Moreover, defendants presented sufficient facts to support a contention that defendants did not intentionally create a hazardous situation. In Hall, supra, this Court affirmed a finding by the trial court that the highway department did not possess the requisite intent to create an intentional nuisance. In Hall, plaintiff had been injured when his car collided with a highway guardrail. In support of its ruling, this Court stated:

"Although it is beyond argument that the state intended to install the guardrail itself, the defendant’s complete lack of knowledge regarding its allegedly dangerous conditions (knife edged end shoe) supports the trial court’s conclusion that intent sufficient to create an intentional nuisance was not established.” 109 Mich App 601.

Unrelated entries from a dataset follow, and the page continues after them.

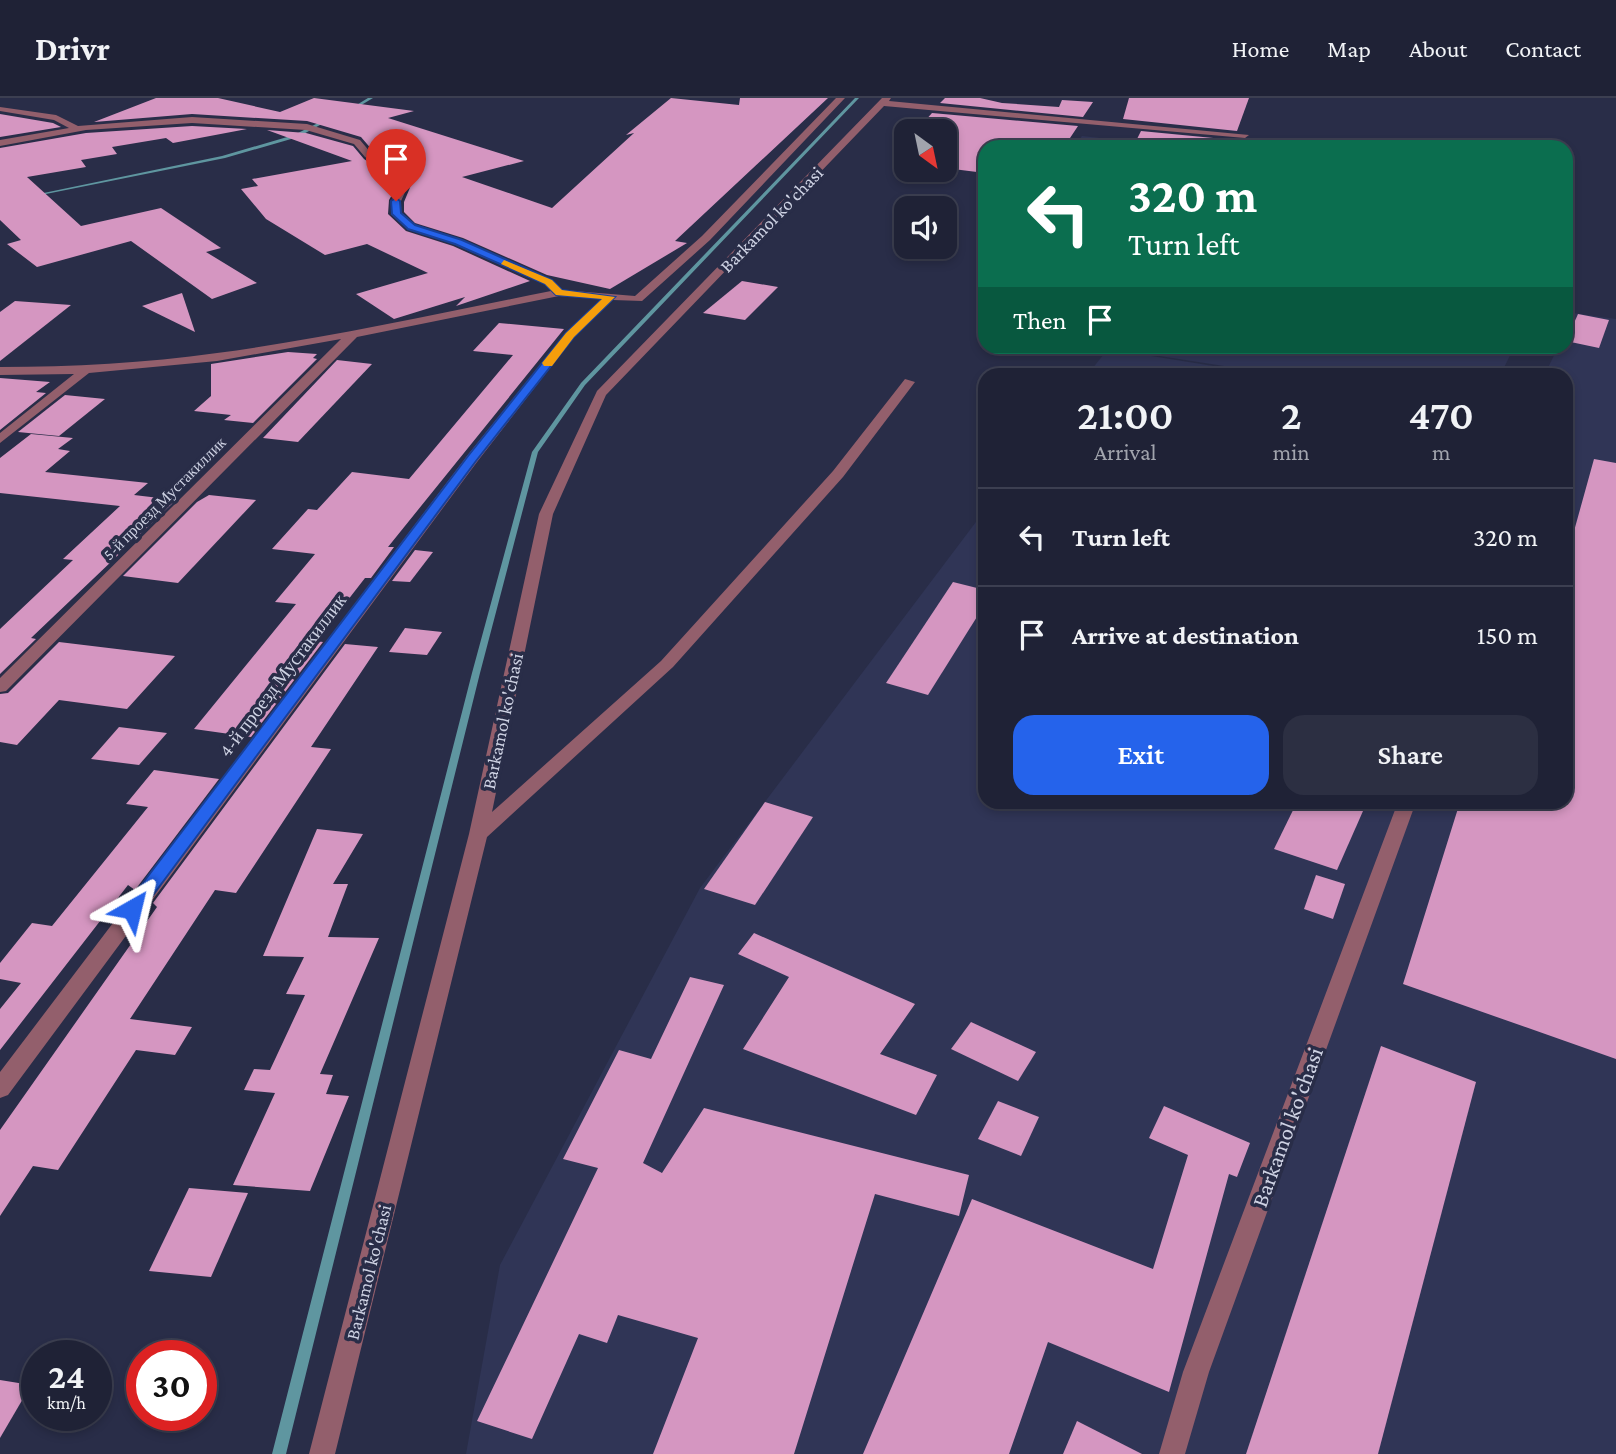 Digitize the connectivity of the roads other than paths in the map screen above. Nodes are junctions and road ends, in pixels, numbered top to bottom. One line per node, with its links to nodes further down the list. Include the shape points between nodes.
1 (841, 98): 8 (street, via 706,238 638,299)
2 (885, 101): 5 (street); 16 (street, Barkamol ko'chasi, via 601,394 547,514)
3 (0, 109): 4 (street, via 56,118)
4 (76, 128): 6 (street); 7 (street, via 191,120 312,128 357,142 368,155 408,181 396,201 396,214 411,227 470,247 548,282)
5 (1245, 135)
6 (0, 143)
7 (559, 293): 8 (street); 9 (street)
8 (610, 297): 17 (street, 4-й проезд Мустакиллик, via 570,335 472,458)
9 (353, 334): 10 (street, via 217,356); 14 (street, 5-й проезд Мустакиллик)
10 (86, 370): 11 (street); 13 (street)
11 (0, 371)
12 (909, 382): 16 (street, via 838,474 667,664)
13 (0, 439)
14 (0, 687)
15 (1403, 809): 19 (street, Barkamol ko'chasi, via 1196,1372)
16 (478, 834): 18 (street, Barkamol ko'chasi)
17 (0, 1089)
18 (322, 1454)
19 (1172, 1454)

*602In the verified proposed answer, defendants asserted that the bridge was neither openly nor notoriously used for jumping and diving and that they had not acquiesced in anyone’s jumping or diving from the bridge. Both the acting manager and park ranger stated that the bridge was not openly and notoriously used for jumping or diving into the Huron River; that upon observation by employees of the state, the prohibition was strictly enforced, and that, to their knowledge, no one had previously been injured "at this bridge or in this stretch of the Huron River”.

Based on the foregoing, maintenance of the bridge itself was intentional but defendants had produced sufficient allegations to establish that they did not know nor should have known that anyone was likely to be injured at the bridge. Having produced sworn affidavits supporting their contention that neither a nuisance in fact existed nor that defendants intentionally maintained a dangerous condition, the trial court erred in ruling that defendants had failed to present a meritorious defense. Consequently, the order of default filed April 10, 1980, is vacated, the order of the trial court denying defendants’ third motion to set aside the default is reversed, and the cause is remanded for trial on the merits. Of course, at trial defendants may, or may not, be able to establish a negligently created, as opposed to an intentionally created, nuisance. But, at least, defendants should have the opportunity to try.

Reversed and remanded. No costs, a question of public importance being involved.